Poetry to Tap Into Women’s Spiritual Sides

Dear Match Book,

I have the privilege of leading a spirituality group for homeless women at a day shelter. As a matter of policy, we do not discuss religion — both so that nonbelievers feel welcome, and also since many believers become upset when others don’t share their particular views.

To start things off each time we meet we often read a poem together. Over the years we have read Kabir, Hafiz and reams and reams of Mary Oliver. We’ve also covered Shakespeare’s Sonnet 27 and “Phenomenal Woman,” by Maya Angelou. Our selections are often nature-focused, but sometimes they address human emotions and concerns, often explicitly or implicitly about spirituality. Some are about the sacredness of silence, and all are short and beautiful.

Finding appropriate poems is really tough. Can you help us out?

JOAN MAXWELL
WASHINGTON, D.C.

Dear Joan,

“Every poem is rooted in imaginative awe,” W. H. Auden said. No matter your congregants’ spiritual inclinations, the distillation of language and thought can open a path to reverence, and a few moments of peace. For some, literature is the religion. Beginning each gathering with verse offers a gesture of comfort and hope.

Old Souls

You’ve read work by poets from 14th-century Iran (Hafiz) and 15th-century India (Kabir); have you tried the work of the 13th-century Sufi mystic poet Rumi? “The Essential Rumi,” translated by Coleman Barks, includes three poems in particular (among many!) — “Two Kinds of Intelligence,” “Say I Am You” and “The Seed Market” — in which the metaphysical and the terrestrial mingle. Then, for more ancient beauty and even more brevity, try the 17th-century haikus of Matsuo Basho collected in “On Love and Barley,” translated by Lucien Stryk. The Japanese Zen Buddhist’s lines — full of cherry blossoms and “plum scent” and a cricket’s song — offer a transcendent connection to nature that spans centuries.

Inside Out

Two contemporary poets who map external landscapes while navigating internal terrain may provide just what you need to spark discussion and reflection among the women in your group: “I used to pretend to believe in God. Mainly, I liked so much to talk to someone in the dark.” The first two lines of Ada Limón’s “Miracle Fish” give you a sense of the whole of her searching, vital collection, “Bright Dead Things.” There are horses and trees and birds throughout — try “Drift,” “Lies About Sea Creatures” and the startling and powerful “How to Triumph Like a Girl” — as well as plenty of space for believers and agnostics to meet.

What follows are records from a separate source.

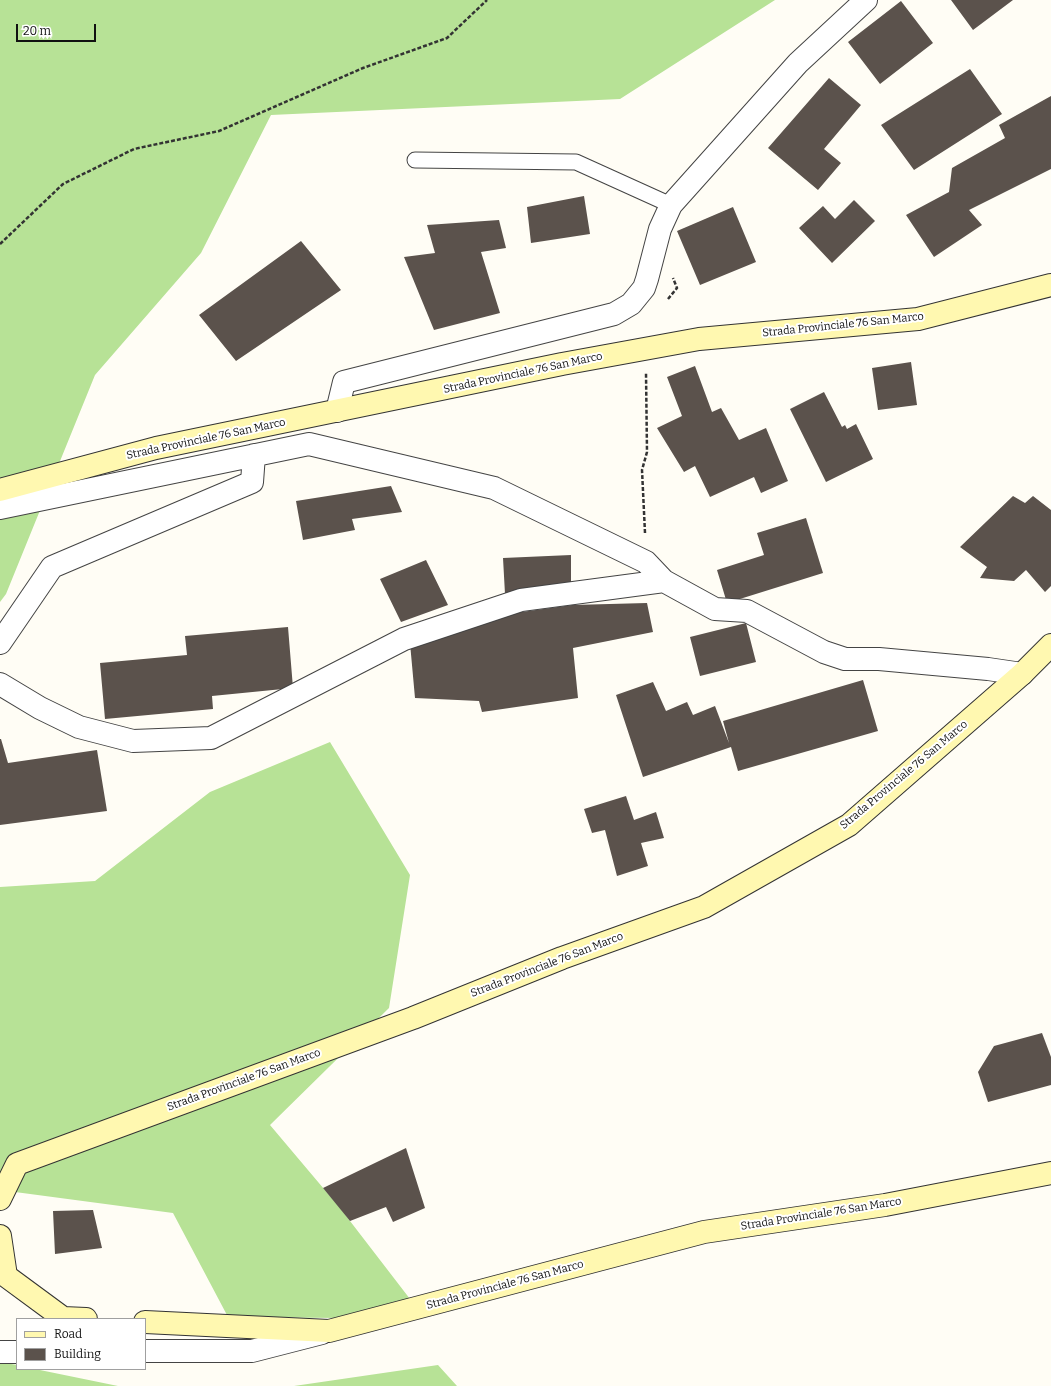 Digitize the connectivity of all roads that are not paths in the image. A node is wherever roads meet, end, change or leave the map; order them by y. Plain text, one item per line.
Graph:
1 (866, 0) edge
2 (415, 160) dead end
3 (671, 205) junction
4 (1051, 285) edge
5 (337, 411) junction
6 (254, 455) junction
7 (0, 490) edge
8 (0, 508) edge
9 (664, 581) junction
10 (0, 643) edge
11 (1051, 645) edge
12 (1022, 674) junction
13 (0, 684) edge
14 (1051, 1173) edge
15 (0, 1199) edge
16 (0, 1236) edge
17 (62, 1318) edge
18 (146, 1322) edge
19 (329, 1331) junction
20 (146, 1351) edge
21 (0, 1352) edge
22 (16, 1352) edge

1 - 3 street
2 - 3 lane
3 - 5 street
4 - 5 street, Strada Provinciale 76 San Marco
5 - 7 street, Strada Provinciale 76 San Marco
6 - 8 street
6 - 9 street
6 - 10 street
9 - 12 street
9 - 13 street
11 - 12 street, Strada Provinciale 76 San Marco
12 - 15 street, Strada Provinciale 76 San Marco
14 - 19 street, Strada Provinciale 76 San Marco
16 - 17 street
18 - 19 street, Strada Provinciale 76 San Marco
19 - 20 street
21 - 22 street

Faith surfaces frequently in “Otherwise,” the new and selected work by Jane Kenyon published in 1996, the year after she died. Many of Kenyon’s poems are attuned to seasons, in both nature and life. And most are grave and still, though in certain entries — notably “Evening Sun,” “Things” and “Let Evening Come” — movement and light flash from line to line.

Double Takes

In much of Joy Harjo’s work belief takes shape as an origin story. Both “Once the World
Was Perfect,” from her 2015 book, “Conflict Resolution for Holy Beings,” and “Remember,” from 1983’s “She Had Some Horses,” reveal the ties between selfhood and the wider, wild universe.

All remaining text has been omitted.